When I came to the University I realized my previous education was lacking
I could speak perfect English, but I couldn't speak Western 
No not with a draw, but instead with a middle English inflection 
My reading repertoire was filled with the usual middle school classics
The Giver, Number the Stars, Tell-Tale Heart and so on,
But here at the U we speak in Homeric verse
And Great Expectations are always met
Your Professors will shout names at you and unintentionally condescend
"Have you read anything from him" (it's typically a guy)
and I'll look sheepishly around the class, my peers nodding in begrudging reflection
of the times where they were forced to take AP lit and drudged through Grapes of Wrath
While at my high school I was constantly given the book Outsiders as if they were trying to send me a hint
Still, now I can read Latin verse and in a misguided bout of oneupsmanship I flaunt my useless talent
Deluding myself into thinking that now, they would finally accept me as a scholar 
But no my last name makes it so that I constantly do a "good job", you know 
for someone who has lived here his entire life and happens to have a Spanish last name 
But I had one friend who praised my writing and kept pushing me to 
Drop my pretense and begin writing the way I used to, which required deep breaths and spattered slang on 
        the tattered pages of a black and white specked notebook,
 I was carving into literary marble 
But one day I walked into the hallway and could hear him speak to others, "he's so talented for someone from those circumstances "
Et tu Brute?

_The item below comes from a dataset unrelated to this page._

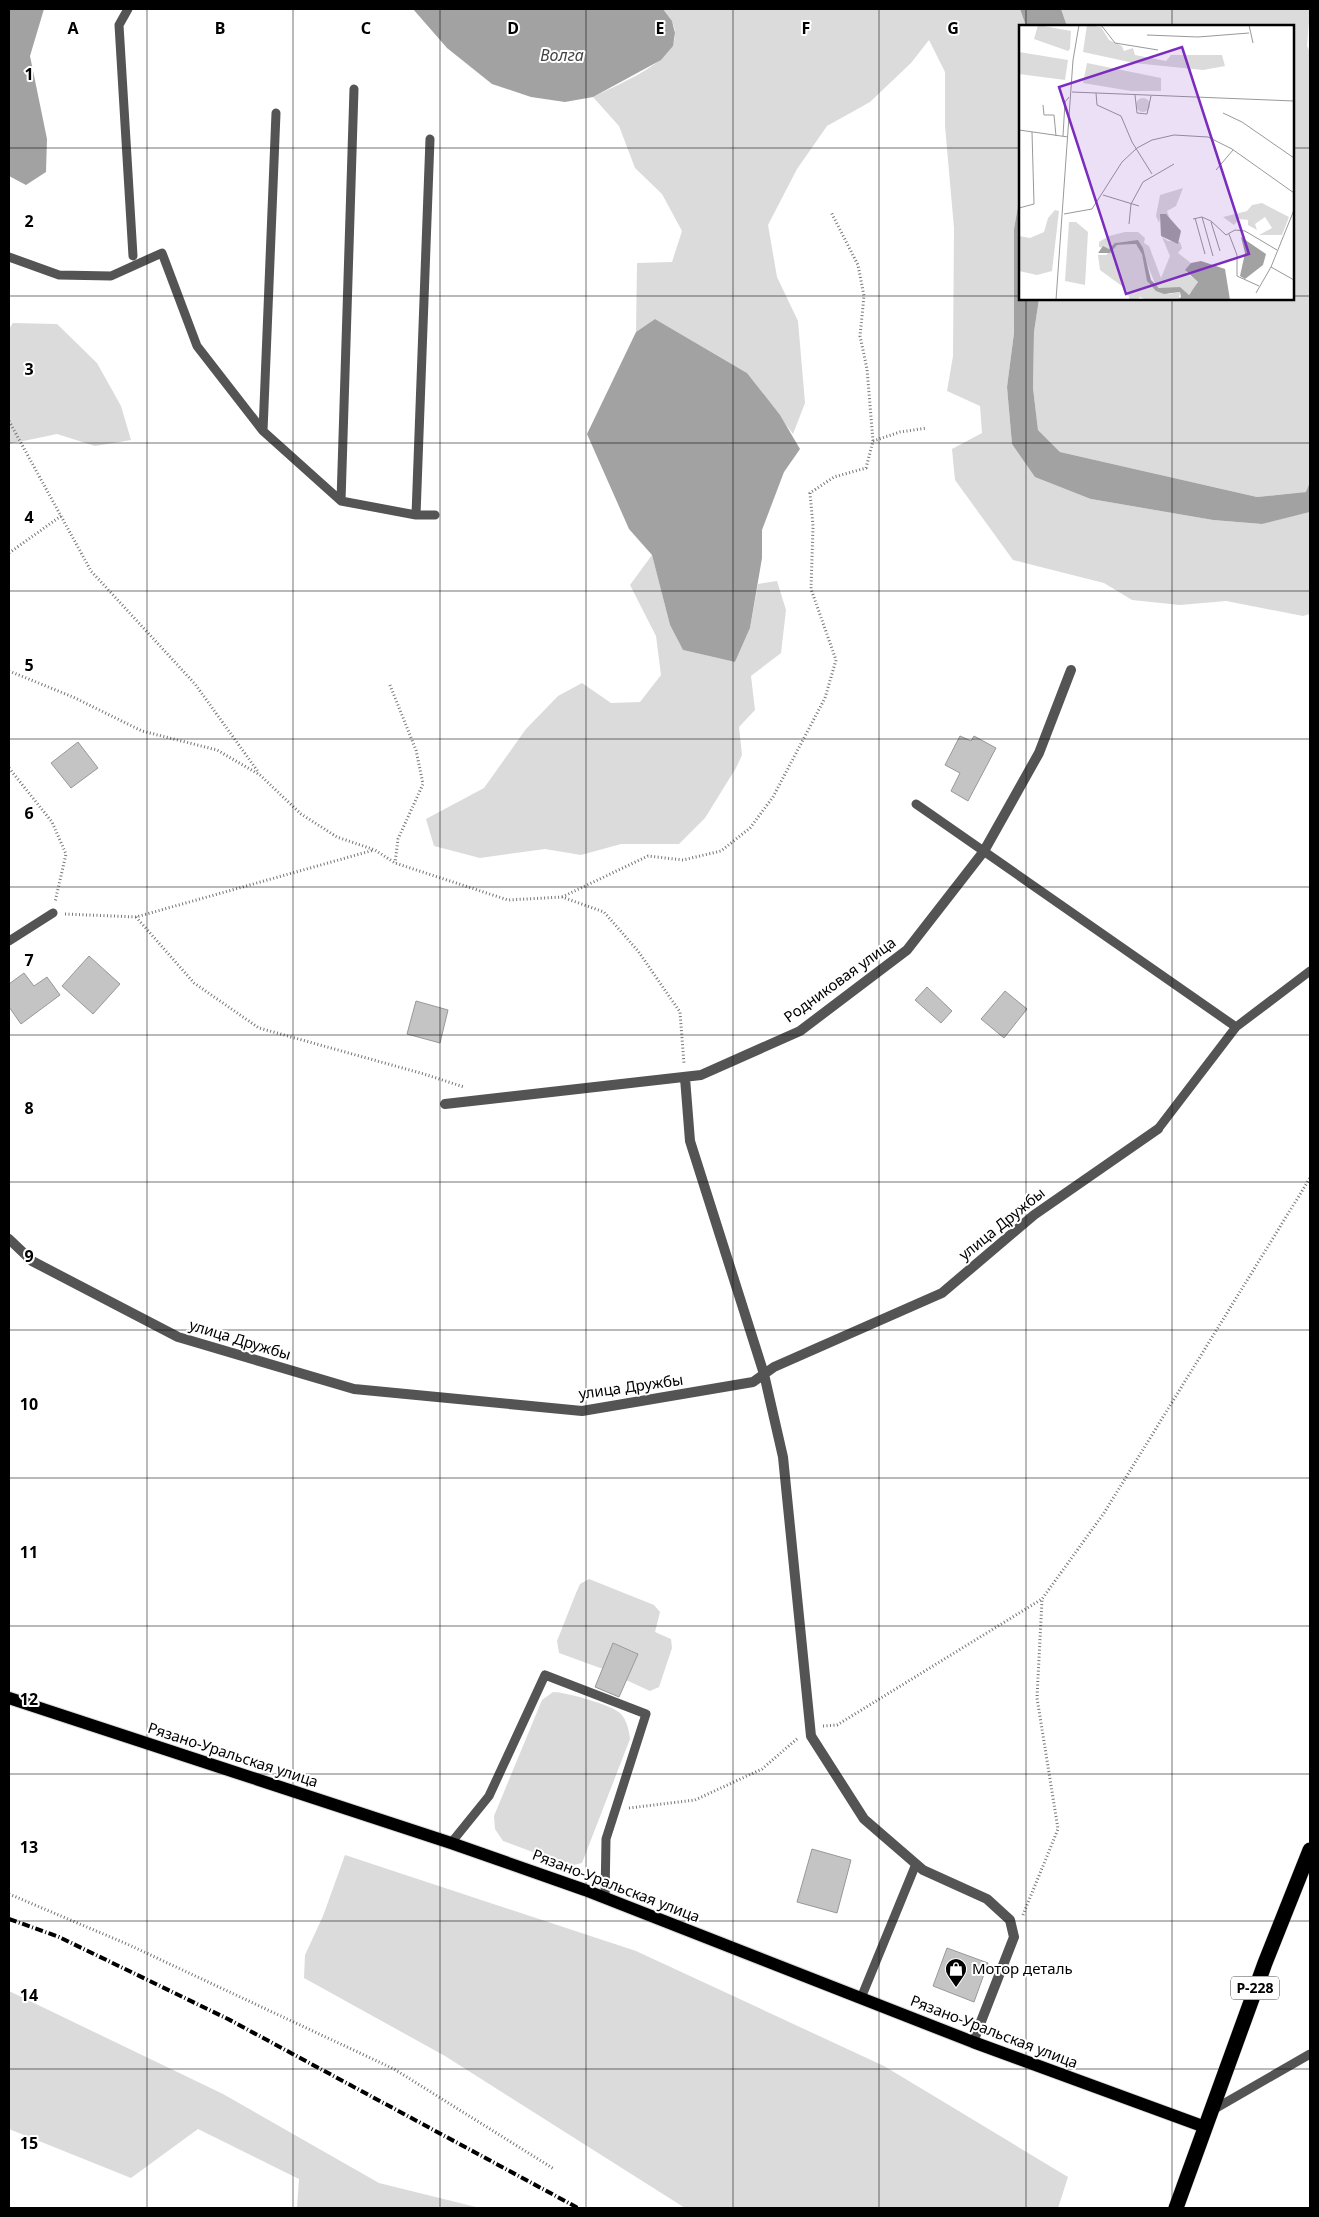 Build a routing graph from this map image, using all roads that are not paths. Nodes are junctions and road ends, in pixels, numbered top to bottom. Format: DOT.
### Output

And then it clicked. I have been trying to speak a language that wasn't healthy for me
it forces me to white out my vernacular and silences my entire presence. For there will never be a Latino Achilles.
I am a Trojan Horse who has infiltrated the great walls of Western Literature. I wait for the black night to take over so that I may comfortably begin singing. 
O Muse thou shall not possess me. Be not proud for this verse is sung from the spirit of the oppressed. Don't view these western tropes as monuments, they are colonies that I am locking away in this poem.